Task goal
Give every entry again, unchanged, and leave its images out.

[Collected data]
________

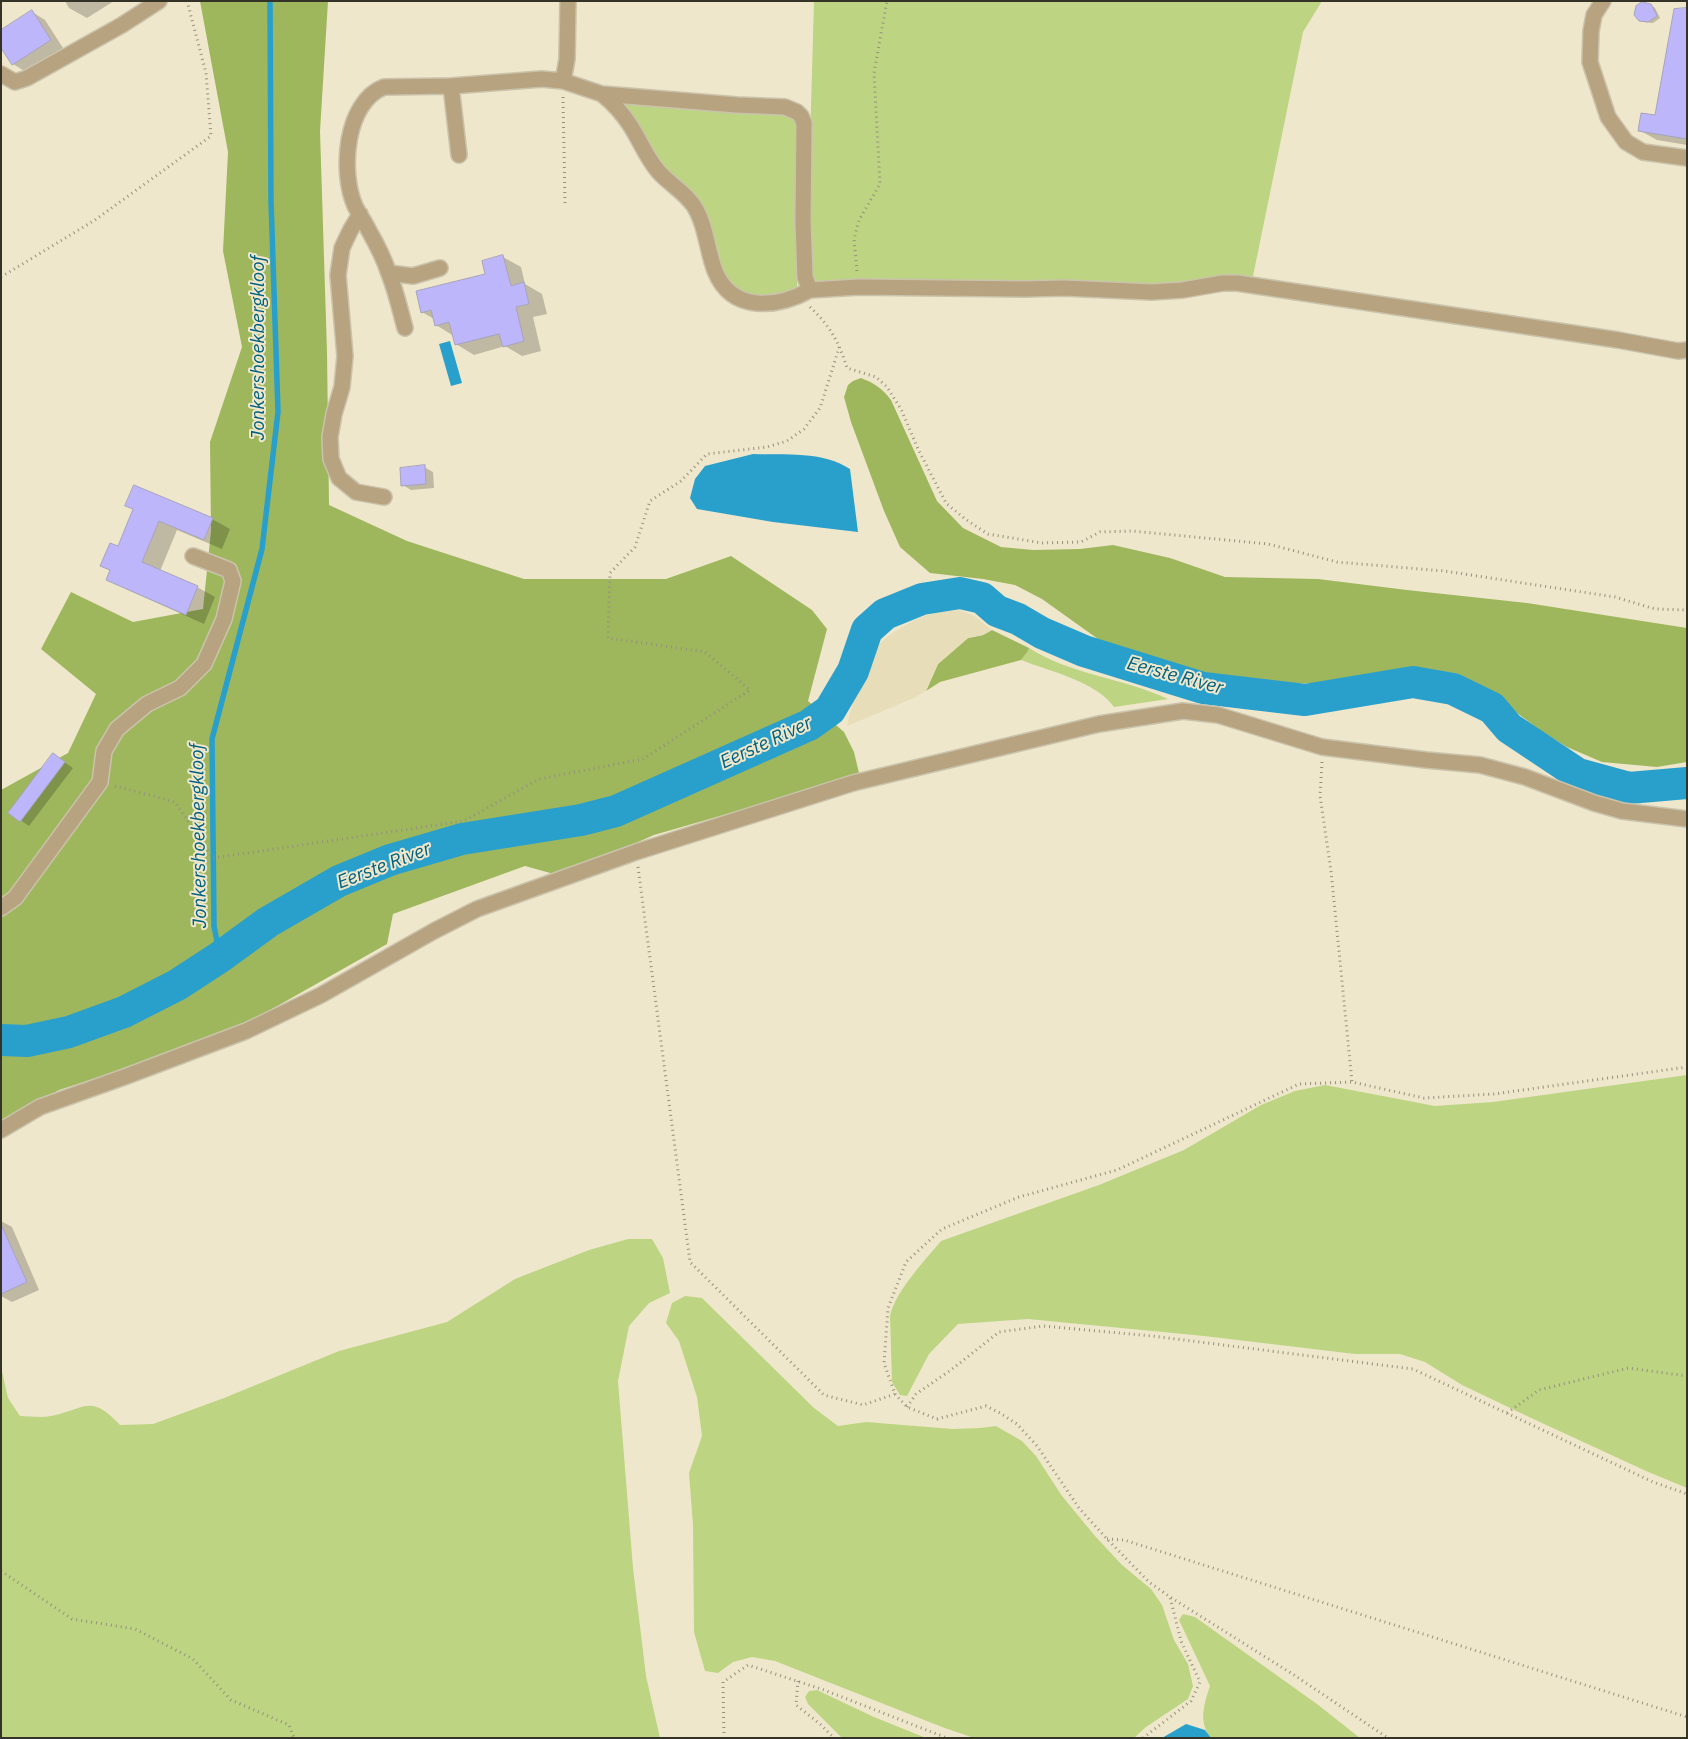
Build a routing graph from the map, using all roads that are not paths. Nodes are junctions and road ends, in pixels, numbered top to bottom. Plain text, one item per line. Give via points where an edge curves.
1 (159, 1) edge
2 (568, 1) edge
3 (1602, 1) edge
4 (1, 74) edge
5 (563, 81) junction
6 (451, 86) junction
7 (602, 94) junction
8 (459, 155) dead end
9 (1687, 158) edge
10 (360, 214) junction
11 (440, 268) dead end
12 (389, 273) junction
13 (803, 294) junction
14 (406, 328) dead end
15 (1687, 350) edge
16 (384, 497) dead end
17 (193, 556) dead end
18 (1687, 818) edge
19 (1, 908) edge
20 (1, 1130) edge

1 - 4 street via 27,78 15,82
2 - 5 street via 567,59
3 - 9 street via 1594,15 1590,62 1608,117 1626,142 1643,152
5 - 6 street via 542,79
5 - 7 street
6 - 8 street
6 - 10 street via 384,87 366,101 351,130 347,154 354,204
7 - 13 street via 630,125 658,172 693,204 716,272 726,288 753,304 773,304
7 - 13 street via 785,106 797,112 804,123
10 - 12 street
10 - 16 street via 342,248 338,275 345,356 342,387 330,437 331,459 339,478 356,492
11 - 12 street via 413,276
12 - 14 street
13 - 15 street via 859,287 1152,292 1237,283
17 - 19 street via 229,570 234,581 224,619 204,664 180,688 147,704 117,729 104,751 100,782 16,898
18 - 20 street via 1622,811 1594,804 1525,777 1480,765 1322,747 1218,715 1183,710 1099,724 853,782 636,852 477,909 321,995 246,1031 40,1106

________

Result below
Build a routing graph from the map, using all roads that are not paths. Nodes are junctions and road ends, in pixels, numbered top to bottom. Plain text, one item per line. Give via points where an edge curves.
1 (159, 1) edge
2 (568, 1) edge
3 (1602, 1) edge
4 (1, 74) edge
5 (563, 81) junction
6 (451, 86) junction
7 (602, 94) junction
8 (459, 155) dead end
9 (1687, 158) edge
10 (360, 214) junction
11 (440, 268) dead end
12 (389, 273) junction
13 (803, 294) junction
14 (406, 328) dead end
15 (1687, 350) edge
16 (384, 497) dead end
17 (193, 556) dead end
18 (1687, 818) edge
19 (1, 908) edge
20 (1, 1130) edge

1 - 4 street via 27,78 15,82
2 - 5 street via 567,59
3 - 9 street via 1594,15 1590,62 1608,117 1626,142 1643,152
5 - 6 street via 542,79
5 - 7 street
6 - 8 street
6 - 10 street via 384,87 366,101 351,130 347,154 354,204
7 - 13 street via 630,125 658,172 693,204 716,272 726,288 753,304 773,304
7 - 13 street via 785,106 797,112 804,123
10 - 12 street
10 - 16 street via 342,248 338,275 345,356 342,387 330,437 331,459 339,478 356,492
11 - 12 street via 413,276
12 - 14 street
13 - 15 street via 859,287 1152,292 1237,283
17 - 19 street via 229,570 234,581 224,619 204,664 180,688 147,704 117,729 104,751 100,782 16,898
18 - 20 street via 1622,811 1594,804 1525,777 1480,765 1322,747 1218,715 1183,710 1099,724 853,782 636,852 477,909 321,995 246,1031 40,1106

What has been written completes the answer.